Bisikan-bisikan itu terus terjadi membuat Kix merasa sedikit jengah.

"Aku sudah menentukan beberapa kriteria yang cocok mengenai orang yang akan mengampu tugas ini begitupun dengan para kandidat yang mampu mengemban misi ini. Misi penghancuran …"

Tak ada satu kalimat pun yang mampu dimengerti Kix. Dia sudah ingin pergi saja dari tempat ini. Dia mencoba bersabar dan berharap perkumpulan kali ini akan selesai sesaat lagi.

Sembari pura-pura menunggu akan pesan yang sesaat lagi akan dibisikan ke arahnya, dia memandangi pintu masuk. Tak sampai lima menit dia melihat ada sesuatu yang mampu menarik pandangannya hingga terpusat padanya seorang.

Seorang gadis cantik yang terlihat begitu polos masuk ke dalam bar ini. Tangannya digenggam oleh temannya yang berambut merah dengan style bobnya. Tampak gadis itu seperti enggan masuk namun teman satunya sangat pemaksa.

Woah, pemandangan yang langka. Setelah ini dia akan mendekati perempuan itu. Bahkan dia sudah tidak sabar menantikan waktunya.

"Carla, kenapa kau mengajaku ke sini?"

Tepat sekali, ternyata gadis itu merupakan gadis polos yang tak tahu caranya bersenang-senang. Dia sama sekali belum pernah pergi ke tempat seperti ini. Akan jadi tantangan yang menarik bila Kix mampu menarik perhatian wanita itu. Dan tentu saja mencicipi sedikit bagian dari kemolekan tubuhnya.

Kebetulan sekali, malam ini Kix ingin sekali bermain dengan seorang wanita. Dan seseorang yang amatir sepertinya masih menjadi favoritnya. Dengan senang hati Kix akan mengajari bagaimana caranya menjadi perempuan seutuhnya. Mencoba mainan baru itu selalu menyenangkan.

"Kau terlalu polos, Mrs. Harvard. Kau harus mencoba 'sesuatu hal yang baru' untuk membuka matamu seinchi saja."

Lagi-lagi Kix memilih mangsa yang tepat. Double-shit. Dia akan berpesta bersama gadis itu malam ini. Dia sudah tak sabar dengan peristiwa yang akan terjadi setelahnya. Menghabiskan malam erotis yang tidak mungkin akan didapatkannya dalam waktu dekat.

Lord Devil, bahkan perempuan itu begitu menggoda dengan gaun cantiknya. Bagaimana jika dia telanjang?

Tepat saat Kix mulai menggila dengan fantasinya, semua orang memandangnya penuh minat. Rafael bahkan kembali menyenggolnya dan tersenyum penuh arti.

"Kau kenapa?" Tanya Rafael heran melihat Kix yang tersenyum-senyum sendiri seperti bukan dirinya.

"Apa dia sudah tahu?" bisik salah satu dari mereka pada telinga Rafael.

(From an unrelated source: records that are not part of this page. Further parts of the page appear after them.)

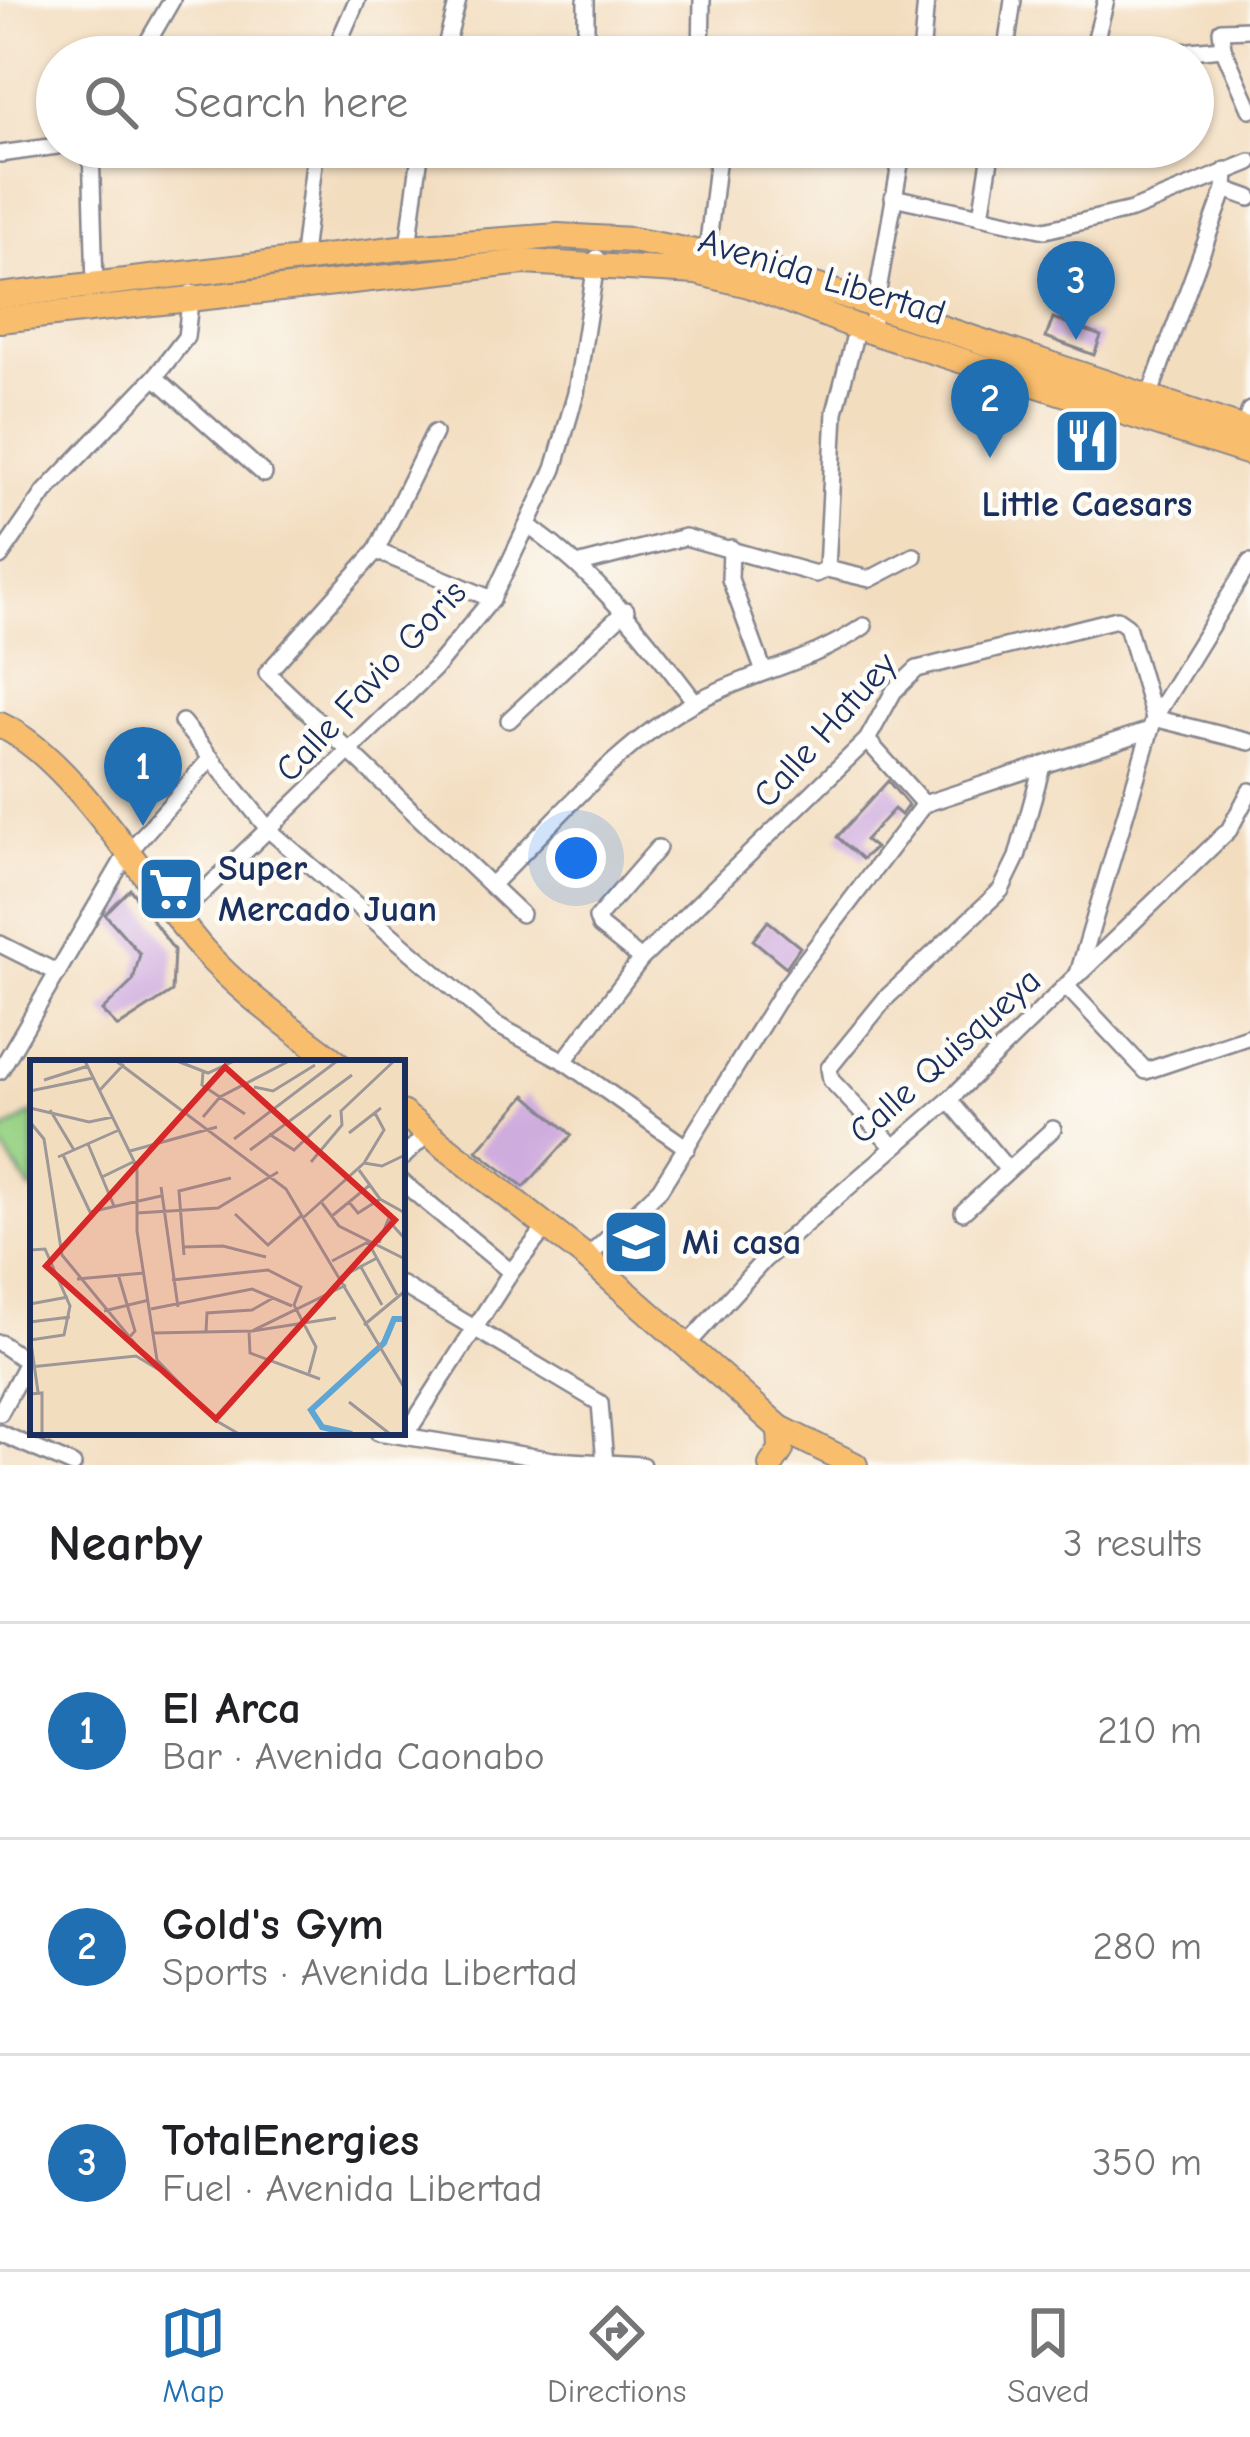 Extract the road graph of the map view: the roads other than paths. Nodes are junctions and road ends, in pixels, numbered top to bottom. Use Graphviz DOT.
graph roads {
  1 [pos="172,0"];
  2 [pos="357,0"];
  3 [pos="458,0"];
  4 [pos="586,0"];
  5 [pos="702,0"];
  6 [pos="926,0"];
  7 [pos="1013,0"];
  8 [pos="1106,0"];
  9 [pos="1250,29"];
  10 [pos="151,36"];
  11 [pos="341,36"];
  12 [pos="449,36"];
  13 [pos="586,36"];
  14 [pos="701,36"];
  15 [pos="923,36"];
  16 [pos="1008,36"];
  17 [pos="1096,36"];
  18 [pos="1222,48"];
  19 [pos="1214,49"];
  20 [pos="1250,109"];
  21 [pos="36,149"];
  22 [pos="0,154"];
  23 [pos="1250,162"];
  24 [pos="91,168"];
  25 [pos="313,168"];
  26 [pos="418,168"];
  27 [pos="716,168"];
  28 [pos="898,168"];
  29 [pos="989,168"];
  30 [pos="1226,170"];
  31 [pos="1225,189"];
  32 [pos="892,197"];
  33 [pos="1250,198"];
  34 [pos="981,216"];
  35 [pos="601,238"];
  36 [pos="408,247"];
  37 [pos="707,252"];
  38 [pos="302,263"];
  39 [pos="596,264"];
  40 [pos="189,275"];
  41 [pos="94,286"];
  42 [pos="0,296"];
  43 [pos="192,302"];
  44 [pos="878,304"];
  45 [pos="0,320"];
  46 [pos="864,329"];
  47 [pos="155,377"];
  48 [pos="1149,397"];
  49 [pos="1248,430"];
  50 [pos="434,433"];
  51 [pos="264,474"];
  52 [pos="529,526"];
  53 [pos="730,548"];
  54 [pos="376,551"];
  55 [pos="0,556"];
  56 [pos="914,556"];
  57 [pos="1250,562"];
  58 [pos="581,564"];
  59 [pos="825,571"];
  60 [pos="492,599"];
  61 [pos="626,610"];
  62 [pos="864,626"];
  63 [pos="764,672"];
  64 [pos="695,702"];
  65 [pos="509,720"];
  66 [pos="182,722"];
  67 [pos="0,724"];
  68 [pos="1152,724"];
  69 [pos="867,740"];
  70 [pos="1250,742"];
  71 [pos="347,754"];
  72 [pos="212,758"];
  73 [pos="1042,766"];
  74 [pos="1250,791"];
  75 [pos="924,804"];
  76 [pos="269,830"];
  77 [pos="658,848"];
  78 [pos="126,855"];
  79 [pos="491,885"];
  80 [pos="521,914"];
  81 [pos="176,918"];
  82 [pos="0,944"];
  83 [pos="641,959"];
  84 [pos="58,974"];
  85 [pos="1072,981"];
  86 [pos="1250,1036"];
  87 [pos="333,1060"];
  88 [pos="564,1061"];
  89 [pos="0,1071"];
  90 [pos="949,1100"];
  91 [pos="405,1115"];
  92 [pos="1053,1129"];
  93 [pos="428,1133"];
  94 [pos="892,1145"];
  95 [pos="687,1148"];
  96 [pos="405,1155"];
  97 [pos="1008,1170"];
  98 [pos="405,1184"];
  99 [pos="963,1212"];
  100 [pos="547,1226"];
  101 [pos="587,1258"];
  102 [pos="511,1272"];
  103 [pos="405,1287"];
  104 [pos="473,1330"];
  105 [pos="0,1343"];
  106 [pos="686,1346"];
  107 [pos="30,1365"];
  108 [pos="0,1413"];
  109 [pos="0,1433"];
  110 [pos="789,1434"];
  111 [pos="398,1435"];
  112 [pos="405,1436"];
  113 [pos="605,1463"];
  114 [pos="73,1465"];
  115 [pos="642,1465"];
  116 [pos="771,1465"];
  117 [pos="855,1465"];
  1 -- 10 [label="street"];
  2 -- 11 [label="street"];
  3 -- 12 [label="street"];
  4 -- 13 [label="street"];
  5 -- 14 [label="street"];
  6 -- 15 [label="street"];
  7 -- 16 [label="street"];
  8 -- 17 [label="street"];
  9 -- 18 [label="street"];
  18 -- 19 [label="street"];
  18 -- 20 [label="street"];
  21 -- 22 [label="street"];
  23 -- 30 [label="street"];
  24 -- 41 [label="street"];
  25 -- 38 [label="street"];
  26 -- 36 [label="street"];
  27 -- 37 [label="street"];
  28 -- 32 [label="street"];
  29 -- 34 [label="street"];
  30 -- 31 [label="street"];
  30 -- 34 [label="street"];
  31 -- 33 [label="street"];
  31 -- 48 [label="street"];
  32 -- 34 [label="street"];
  32 -- 44 [label="street"];
  35 -- 36 [label="main road, Avenida Libertad"];
  35 -- 37 [label="main road, Avenida Libertad"];
  35 -- 39 [label="street, Calle Favio Goris"];
  36 -- 38 [label="main road, Avenida Libertad"];
  37 -- 44 [label="main road, Avenida Libertad"];
  38 -- 40 [label="main road, Avenida Libertad"];
  39 -- 43 [label="main road, Avenida Libertad"];
  39 -- 46 [label="main road, Avenida Libertad"];
  39 -- 52 [label="street, Calle Favio Goris"];
  40 -- 41 [label="main road, Avenida Libertad"];
  40 -- 43 [label="street"];
  41 -- 42 [label="main road, Avenida Libertad"];
  43 -- 45 [label="main road, Avenida Libertad"];
  43 -- 47 [label="street"];
  44 -- 46 [label="street"];
  44 -- 48 [label="main road, Avenida Libertad"];
  46 -- 49 [label="main road, Avenida Libertad"];
  46 -- 59 [label="street"];
  47 -- 51 [label="street"];
  47 -- 55 [label="street"];
  48 -- 49 [label="main road, Avenida Libertad"];
  50 -- 54 [label="street"];
  52 -- 58 [label="street"];
  52 -- 60 [label="street, Calle Favio Goris"];
  53 -- 58 [label="street"];
  53 -- 59 [label="street"];
  53 -- 63 [label="street"];
  54 -- 60 [label="street"];
  54 -- 71 [label="street"];
  56 -- 59 [label="street"];
  57 -- 68 [label="street, Calle Quisqueya"];
  58 -- 61 [label="street"];
  60 -- 71 [label="street, Calle Favio Goris"];
  61 -- 64 [label="street"];
  61 -- 65 [label="street"];
  62 -- 63 [label="street"];
  63 -- 64 [label="street"];
  64 -- 79 [label="street"];
  66 -- 72 [label="street"];
  67 -- 78 [label="main road"];
  68 -- 69 [label="street, Calle Hatuey"];
  68 -- 70 [label="street"];
  68 -- 73 [label="street"];
  68 -- 85 [label="street, Calle Quisqueya"];
  69 -- 75 [label="street"];
  69 -- 83 [label="street, Calle Hatuey"];
  71 -- 76 [label="street, Calle Favio Goris"];
  71 -- 79 [label="street"];
  72 -- 76 [label="street"];
  72 -- 78 [label="street"];
  73 -- 75 [label="street"];
  73 -- 94 [label="street"];
  74 -- 85 [label="street"];
  75 -- 95 [label="street"];
  76 -- 81 [label="street, Calle Favio Goris"];
  76 -- 88 [label="street"];
  77 -- 83 [label="street"];
  78 -- 81 [label="main road"];
  78 -- 84 [label="street"];
  79 -- 80 [label="street"];
  81 -- 87 [label="main road"];
  82 -- 84 [label="street"];
  83 -- 88 [label="street, Calle Hatuey"];
  84 -- 89 [label="street"];
  85 -- 86 [label="street"];
  85 -- 90 [label="street, Calle Quisqueya"];
  88 -- 95 [label="street"];
  90 -- 94 [label="street, Calle Quisqueya"];
  90 -- 97 [label="street"];
  91 -- 93 [label="main road"];
  92 -- 97 [label="street"];
  93 -- 96 [label="street"];
  93 -- 100 [label="main road"];
  94 -- 106 [label="street, Calle Quisqueya"];
  95 -- 101 [label="street"];
  97 -- 99 [label="street"];
  98 -- 102 [label="street"];
  100 -- 101 [label="main road"];
  100 -- 102 [label="street"];
  101 -- 106 [label="main road"];
  102 -- 104 [label="street"];
  103 -- 104 [label="street"];
  104 -- 112 [label="street"];
  104 -- 113 [label="street"];
  105 -- 107 [label="street"];
  106 -- 110 [label="main road"];
  107 -- 108 [label="street"];
  109 -- 114 [label="street"];
  110 -- 116 [label="main road"];
  110 -- 117 [label="main road"];
  111 -- 112 [label="street"];
  112 -- 113 [label="street"];
  113 -- 115 [label="street"];
}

Kix hanya mengerutkan kening, tak tahu apa yang sebenarnya terjadi saat ini. Dan mengapa mereka memandangnya begitu intens. Satu-dua-tiga. Kix tak mampu menghitung berapa pasang mata yang tengah memandang kerdil ke arahnya. Yang jelas, hampir seluruh dari anggota itu melihatnya. Termasuk boss besar.

"Dan aku tahu kandidat yang cocok untuk menjalankan misi kali ini." Boss itu tersenyum sambil mengangguk-angguk melihat Kix. "Kau," tunjuknya pada Kix. "Kaulah orang yang tepat untuk menjalankan misi ini. Tuan tak bernama." Boss itu lalu menyeringai.

"Pilihan boss memang tak pernah salah." Ucap Rafael. Dia tersenyum pada Kix.